TASK BRIEF -> Reprint the entries without altering anything.

[DATASET Boundary: Start]

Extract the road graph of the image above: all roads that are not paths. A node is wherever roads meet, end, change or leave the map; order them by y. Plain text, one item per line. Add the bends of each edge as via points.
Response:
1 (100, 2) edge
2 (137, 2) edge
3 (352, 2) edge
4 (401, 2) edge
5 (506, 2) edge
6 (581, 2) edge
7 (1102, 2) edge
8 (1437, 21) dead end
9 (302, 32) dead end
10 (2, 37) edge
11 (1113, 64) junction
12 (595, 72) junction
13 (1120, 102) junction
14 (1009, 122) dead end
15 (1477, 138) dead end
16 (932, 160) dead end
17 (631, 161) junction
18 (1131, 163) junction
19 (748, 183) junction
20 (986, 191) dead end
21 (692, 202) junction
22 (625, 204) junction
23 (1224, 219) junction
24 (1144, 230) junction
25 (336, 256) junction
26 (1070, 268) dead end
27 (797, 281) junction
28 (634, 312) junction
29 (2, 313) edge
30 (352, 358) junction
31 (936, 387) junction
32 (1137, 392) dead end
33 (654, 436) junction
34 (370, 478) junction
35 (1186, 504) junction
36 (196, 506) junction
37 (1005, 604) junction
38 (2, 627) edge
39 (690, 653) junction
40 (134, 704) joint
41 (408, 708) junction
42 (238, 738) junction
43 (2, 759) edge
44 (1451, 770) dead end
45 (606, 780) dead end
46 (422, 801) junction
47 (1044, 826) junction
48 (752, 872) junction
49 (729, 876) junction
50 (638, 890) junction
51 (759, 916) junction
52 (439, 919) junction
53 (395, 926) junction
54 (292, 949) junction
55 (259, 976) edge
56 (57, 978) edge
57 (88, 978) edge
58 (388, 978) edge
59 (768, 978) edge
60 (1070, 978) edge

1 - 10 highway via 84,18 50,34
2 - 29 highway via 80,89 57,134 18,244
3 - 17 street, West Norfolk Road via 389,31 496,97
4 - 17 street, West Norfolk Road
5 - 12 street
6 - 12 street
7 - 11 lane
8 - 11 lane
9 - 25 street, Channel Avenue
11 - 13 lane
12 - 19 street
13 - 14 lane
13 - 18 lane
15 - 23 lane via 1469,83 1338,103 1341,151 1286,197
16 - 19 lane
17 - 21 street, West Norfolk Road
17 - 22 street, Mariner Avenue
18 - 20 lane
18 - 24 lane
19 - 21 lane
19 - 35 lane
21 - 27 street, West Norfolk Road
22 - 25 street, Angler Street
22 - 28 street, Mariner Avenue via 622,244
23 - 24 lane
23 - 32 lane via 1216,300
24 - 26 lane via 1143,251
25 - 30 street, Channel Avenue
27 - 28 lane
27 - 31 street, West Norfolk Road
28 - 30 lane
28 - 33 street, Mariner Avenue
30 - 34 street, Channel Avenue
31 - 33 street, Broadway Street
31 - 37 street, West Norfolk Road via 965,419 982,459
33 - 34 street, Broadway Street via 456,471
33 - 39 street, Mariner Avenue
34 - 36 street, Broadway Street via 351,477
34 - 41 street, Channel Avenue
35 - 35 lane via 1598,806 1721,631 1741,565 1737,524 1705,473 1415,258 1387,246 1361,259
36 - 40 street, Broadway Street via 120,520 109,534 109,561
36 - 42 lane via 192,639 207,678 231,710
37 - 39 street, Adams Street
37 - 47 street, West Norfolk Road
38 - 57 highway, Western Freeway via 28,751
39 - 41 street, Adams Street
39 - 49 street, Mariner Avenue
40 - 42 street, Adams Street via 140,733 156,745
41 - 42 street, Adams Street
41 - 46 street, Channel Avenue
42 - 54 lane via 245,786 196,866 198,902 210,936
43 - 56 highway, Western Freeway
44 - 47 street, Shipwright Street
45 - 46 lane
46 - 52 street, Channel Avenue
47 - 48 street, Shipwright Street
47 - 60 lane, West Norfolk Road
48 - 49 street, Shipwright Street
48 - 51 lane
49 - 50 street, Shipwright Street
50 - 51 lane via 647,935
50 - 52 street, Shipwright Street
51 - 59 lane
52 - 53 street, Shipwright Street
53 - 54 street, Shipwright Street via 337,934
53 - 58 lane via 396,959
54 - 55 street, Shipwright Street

[DATASET Boundary: End]

EXPECTED OUTPUT ->
Extract the road graph of the image above: all roads that are not paths. A node is wherever roads meet, end, change or leave the map; order them by y. Plain text, one item per line. Add the bends of each edge as via points.
Response:
1 (100, 2) edge
2 (137, 2) edge
3 (352, 2) edge
4 (401, 2) edge
5 (506, 2) edge
6 (581, 2) edge
7 (1102, 2) edge
8 (1437, 21) dead end
9 (302, 32) dead end
10 (2, 37) edge
11 (1113, 64) junction
12 (595, 72) junction
13 (1120, 102) junction
14 (1009, 122) dead end
15 (1477, 138) dead end
16 (932, 160) dead end
17 (631, 161) junction
18 (1131, 163) junction
19 (748, 183) junction
20 (986, 191) dead end
21 (692, 202) junction
22 (625, 204) junction
23 (1224, 219) junction
24 (1144, 230) junction
25 (336, 256) junction
26 (1070, 268) dead end
27 (797, 281) junction
28 (634, 312) junction
29 (2, 313) edge
30 (352, 358) junction
31 (936, 387) junction
32 (1137, 392) dead end
33 (654, 436) junction
34 (370, 478) junction
35 (1186, 504) junction
36 (196, 506) junction
37 (1005, 604) junction
38 (2, 627) edge
39 (690, 653) junction
40 (134, 704) joint
41 (408, 708) junction
42 (238, 738) junction
43 (2, 759) edge
44 (1451, 770) dead end
45 (606, 780) dead end
46 (422, 801) junction
47 (1044, 826) junction
48 (752, 872) junction
49 (729, 876) junction
50 (638, 890) junction
51 (759, 916) junction
52 (439, 919) junction
53 (395, 926) junction
54 (292, 949) junction
55 (259, 976) edge
56 (57, 978) edge
57 (88, 978) edge
58 (388, 978) edge
59 (768, 978) edge
60 (1070, 978) edge

1 - 10 highway via 84,18 50,34
2 - 29 highway via 80,89 57,134 18,244
3 - 17 street, West Norfolk Road via 389,31 496,97
4 - 17 street, West Norfolk Road
5 - 12 street
6 - 12 street
7 - 11 lane
8 - 11 lane
9 - 25 street, Channel Avenue
11 - 13 lane
12 - 19 street
13 - 14 lane
13 - 18 lane
15 - 23 lane via 1469,83 1338,103 1341,151 1286,197
16 - 19 lane
17 - 21 street, West Norfolk Road
17 - 22 street, Mariner Avenue
18 - 20 lane
18 - 24 lane
19 - 21 lane
19 - 35 lane
21 - 27 street, West Norfolk Road
22 - 25 street, Angler Street
22 - 28 street, Mariner Avenue via 622,244
23 - 24 lane
23 - 32 lane via 1216,300
24 - 26 lane via 1143,251
25 - 30 street, Channel Avenue
27 - 28 lane
27 - 31 street, West Norfolk Road
28 - 30 lane
28 - 33 street, Mariner Avenue
30 - 34 street, Channel Avenue
31 - 33 street, Broadway Street
31 - 37 street, West Norfolk Road via 965,419 982,459
33 - 34 street, Broadway Street via 456,471
33 - 39 street, Mariner Avenue
34 - 36 street, Broadway Street via 351,477
34 - 41 street, Channel Avenue
35 - 35 lane via 1598,806 1721,631 1741,565 1737,524 1705,473 1415,258 1387,246 1361,259
36 - 40 street, Broadway Street via 120,520 109,534 109,561
36 - 42 lane via 192,639 207,678 231,710
37 - 39 street, Adams Street
37 - 47 street, West Norfolk Road
38 - 57 highway, Western Freeway via 28,751
39 - 41 street, Adams Street
39 - 49 street, Mariner Avenue
40 - 42 street, Adams Street via 140,733 156,745
41 - 42 street, Adams Street
41 - 46 street, Channel Avenue
42 - 54 lane via 245,786 196,866 198,902 210,936
43 - 56 highway, Western Freeway
44 - 47 street, Shipwright Street
45 - 46 lane
46 - 52 street, Channel Avenue
47 - 48 street, Shipwright Street
47 - 60 lane, West Norfolk Road
48 - 49 street, Shipwright Street
48 - 51 lane
49 - 50 street, Shipwright Street
50 - 51 lane via 647,935
50 - 52 street, Shipwright Street
51 - 59 lane
52 - 53 street, Shipwright Street
53 - 54 street, Shipwright Street via 337,934
53 - 58 lane via 396,959
54 - 55 street, Shipwright Street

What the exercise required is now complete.